In all, 2,876 girls participated in the competition and between them they submitted over 300,000 votes. The 14 characters covered a broad range of endeavours.

Results of the Girl's Realm voting competition.
|  | Character | No of Girls | as % | No. Votes | as % |
|---|---|---|---|---|---|
| 1 | Florence Nightingale. the founder of modern nursing. | 1,180 | 41.03% | 120,776 | 40.17% |
| 2 | Grace Darling. the lighthouse keepers daughter who rowed out with her father to rescue people from shipwreck. | 651 | 22.64% | 67,609 | 22.49% |
| 3 | Joan of Arc. the Maid of Orléans, a French hero of the Hundred Years' War | 576 | 20.03% | 62,803 | 20.89% |
| 4 | Flora MacDonald. who helped Bonnie Prince Charlie evade capture after the Battle of Culloden. | 122 | 4.24% | 11,947 | 3.97% |
| 5 | Elizabeth Fry. the Quaker and prison reformer. | 81 | 2.82% | 7,504 | 2.50% |
| 6 | Alice Ayres. a nursemaid who died after rescuing her charges from a fire. | 49 | 1.70% | 5,103 | 1.70% |
| 7 | Frances Mary Buss. a pioneer of women's education | 38 | 1.32% | 6,142 | 2.04% |
| 8 | Lady Hallé. a virtuoso violinist, chamber musician, and teacher. | 34 | 1.18% | 4,064 | 1.35% |
| 9 | Harriet Beecher Stowe. the American abolitionist and author of Uncle Tom's Cabin. | 33 | 1.15% | 3,941 | 1.31% |
| 10 | Rosa Bonheur. a French artist, widely consider to be the most famous female painter of the 19th century | 32 | 1.11% | 3,082 | 1.03% |
| 11 | Jenny Lind. a popular Swedish opera singer. | 28 | 0.97% | 2,948 | 0.98% |
| 12 | Mrs Siddons. the Welsh-born English actress, the best-known tragedienne of the 18th century. | 21 | 0.73% | 1,876 | 0.62% |
| 13 | Elizabeth Barrett Browning. an English poet who married the poet and playwright Robert Browning. | 19 | 0.66% | 1,768 | 0.59% |
| 14 | Baroness Burdett-Coutts. one of the wealthiest women in England who spent most of her wealth on philanthropy. | 12 | 0.42% | 1,098 | 0.37% |
| 15 | Total | 2,876 |  | 300,661 |  |

==The Girl's Realm Guild==
One of the innovations of the magazine was the magazine's Guild of Service and Good Fellowship. The guild was founded in April 1900 by Alice Corkran and charged a nominal subscription to members. The guild supported a cot at the Ormond Street Hospital for Sick Children, and also provided a scholarship to the Royal College of Music. Other activities included providing Christmas treats, one in Bethnal Green for 117 children and one in Kensal Green for 360 children, with the Guild members themselves providing the presents. The guild had over 2,300 members by 1905.

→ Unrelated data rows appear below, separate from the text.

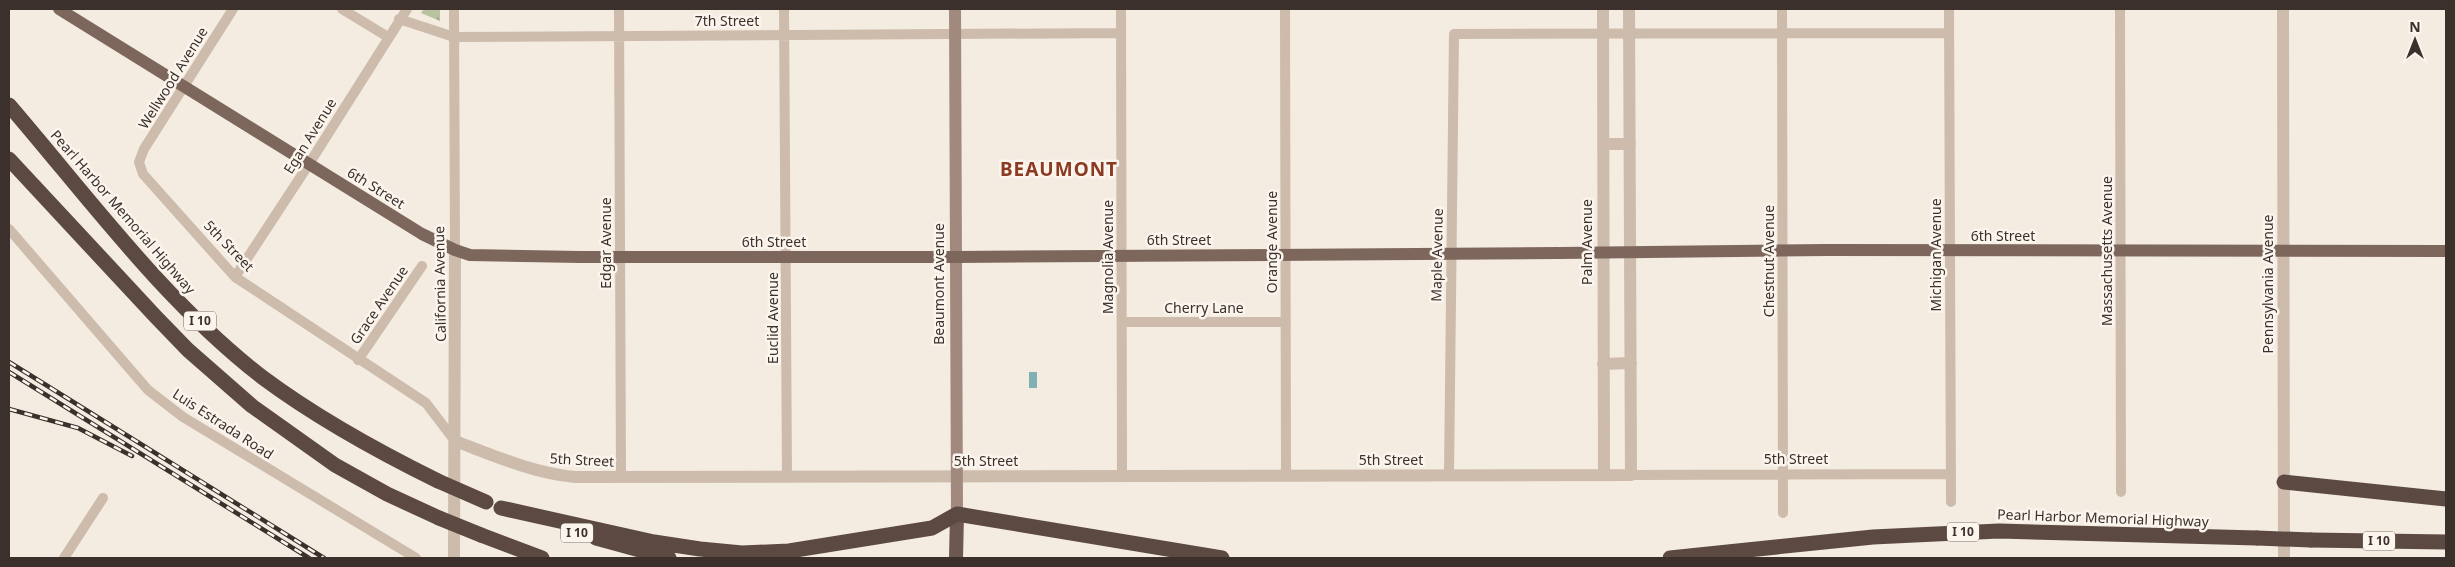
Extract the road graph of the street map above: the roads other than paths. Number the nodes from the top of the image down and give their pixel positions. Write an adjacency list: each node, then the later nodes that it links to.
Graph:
1 (61, 9): 28 (main road, 6th Street)
2 (233, 9): 28 (street, Wellwood Avenue)
3 (342, 9): 26 (street)
4 (407, 9): 17 (street, Egan Avenue)
5 (454, 9): 27 (street, California Avenue)
6 (619, 9): 25 (street, Edgar Avenue)
7 (784, 9): 24 (street, Euclid Avenue)
8 (955, 9): 21 (main road, Beaumont Avenue)
9 (1121, 9): 19 (street, Magnolia Avenue)
10 (1285, 9): 45 (street, Orange Avenue)
11 (1603, 9): 22 (street, Palm Avenue)
12 (1630, 9): 23 (street)
13 (1782, 9): 20 (street, Chestnut Avenue)
14 (1949, 9): 18 (street, Michigan Avenue)
15 (2120, 9): 39 (street, Massachusetts Avenue)
16 (2283, 9): 40 (street, Pennsylvania Avenue)
17 (399, 19): 26 (street, Egan Avenue); 27 (street, 7th Street)
18 (1949, 32): 20 (street); 38 (street, Michigan Avenue)
19 (1121, 33): 21 (street, 7th Street); 46 (street, Magnolia Avenue)
20 (1782, 33): 23 (street); 37 (street, Chestnut Avenue)
21 (955, 34): 24 (street, 7th Street); 49 (main road, Beaumont Avenue)
22 (1603, 34): 23 (street); 30 (street, Palm Avenue); 44 (street, Maple Avenue)
23 (1630, 34): 31 (street)
24 (784, 35): 25 (street, 7th Street); 48 (street, Euclid Avenue)
25 (620, 36): 27 (street, 7th Street); 47 (street, Edgar Avenue)
26 (388, 37): 34 (street, Egan Avenue)
27 (454, 37): 36 (street, California Avenue)
28 (184, 86): 33 (street, Wellwood Avenue); 34 (main road, 6th Street)
29 (9, 105): 73 (highway, Pearl Harbor Memorial Highway / I 10, bridge)
30 (1603, 144): 31 (street); 42 (street, Palm Avenue)
31 (1630, 144): 43 (street)
32 (9, 159): 81 (highway, I 10, bridge)
33 (139, 162): 51 (street, 5th Street)
34 (309, 164): 36 (main road, 6th Street); 51 (street, Egan Avenue)
35 (9, 229): 79 (street, Luis Estrada Road)
36 (455, 250): 47 (main road, 6th Street); 57 (street, California Avenue)
37 (1783, 251): 38 (main road, 6th Street); 43 (main road, 6th Street); 58 (street, Chestnut Avenue)
38 (1950, 251): 39 (main road, 6th Street); 59 (street, Michigan Avenue)
39 (2120, 251): 40 (main road, 6th Street); 69 (street, Massachusetts Avenue)
40 (2283, 251): 41 (main road, 6th Street); 68 (street, Pennsylvania Avenue)
41 (2446, 251)
42 (1602, 252): 43 (main road, 6th Street); 44 (main road, 6th Street); 56 (street, Palm Avenue)
43 (1631, 252): 55 (street)
44 (1451, 253): 45 (main road, 6th Street); 61 (street, Maple Avenue)
45 (1286, 254): 46 (main road, 6th Street); 53 (street, Orange Avenue)
46 (1122, 255): 49 (main road, 6th Street); 52 (street, Magnolia Avenue)
47 (620, 257): 48 (main road, 6th Street); 67 (street, Edgar Avenue)
48 (786, 257): 49 (main road, 6th Street); 64 (street, Euclid Avenue)
49 (955, 257): 65 (main road, Beaumont Avenue)
50 (422, 266): 54 (street, Grace Avenue)
51 (235, 276): 54 (street, 5th Street)
52 (1122, 322): 53 (street, Cherry Lane); 66 (street, Magnolia Avenue)
53 (1286, 322): 60 (street, Orange Avenue)
54 (358, 360): 57 (street, 5th Street)
55 (1631, 363): 56 (street); 63 (street)
56 (1603, 364): 62 (street, Palm Avenue)
57 (455, 441): 67 (street, 5th Street); 80 (street, California Avenue)
58 (1783, 474): 59 (street, 5th Street); 63 (street, 5th Street); 74 (street, Chestnut Avenue)
59 (1950, 474): 72 (street, Michigan Avenue)
60 (1286, 475): 61 (street, 5th Street); 66 (street, 5th Street)
61 (1449, 475): 62 (street, 5th Street)
62 (1604, 475): 63 (street, 5th Street)
63 (1632, 475)
64 (788, 476): 65 (street, 5th Street); 67 (street, 5th Street)
65 (956, 476): 66 (street, 5th Street); 75 (main road, Beaumont Avenue)
66 (1122, 476)
67 (621, 477)
68 (2284, 482): 71 (highway); 85 (street, Pennsylvania Avenue)
69 (2121, 492)
70 (103, 498): 78 (street)
71 (2446, 499)
72 (1951, 502)
73 (501, 508): 75 (highway); 82 (highway, Pearl Harbor Memorial Highway / I 10)
74 (1783, 513)
75 (957, 514): 77 (highway, Beaumont Avenue); 83 (highway)
76 (2446, 542): 84 (highway, Pearl Harbor Memorial Highway / I 10, bridge)
77 (956, 555)
78 (64, 558)
79 (416, 558)
80 (454, 558)
81 (542, 558)
82 (670, 558)
83 (1222, 558)
84 (1670, 558)
85 (2284, 558)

Fund-raising events included tableaux vivant at Covent Garden in 1909, opened by the Duchess of Connaught and featuring Royal personages in the tableaux. In 1911 the Guild was fundraising for the King Edward Memorial Cottage where girl workers of gentle birth and limited means could take a holiday, either as invited guests or by paying a small contribution. By 1912, the Guild's trust fund was said to be distributing £450 annually and that more than 100 girls had benefited. The objective of the trust was not said to be that of assisting needy girls of gentle birth to acquire a profession al training.

The Guild survived the closure of the magazine, and fund-raising continued, including a Gilbert and Sullivan Bazaar at the Royal Horticultural Hall, Vincent Square on 26 and 27 November 1920. The same venue was the scene of another fundraiser All in a Garden Fair on 22 and 23 November 1922. The Girl's Realm Guild office was at 2 Harrington Gardens in 1928, when it was selling tickets for the revival of L'Enfant Prodique, a French mime play, presumably a fund-raising event.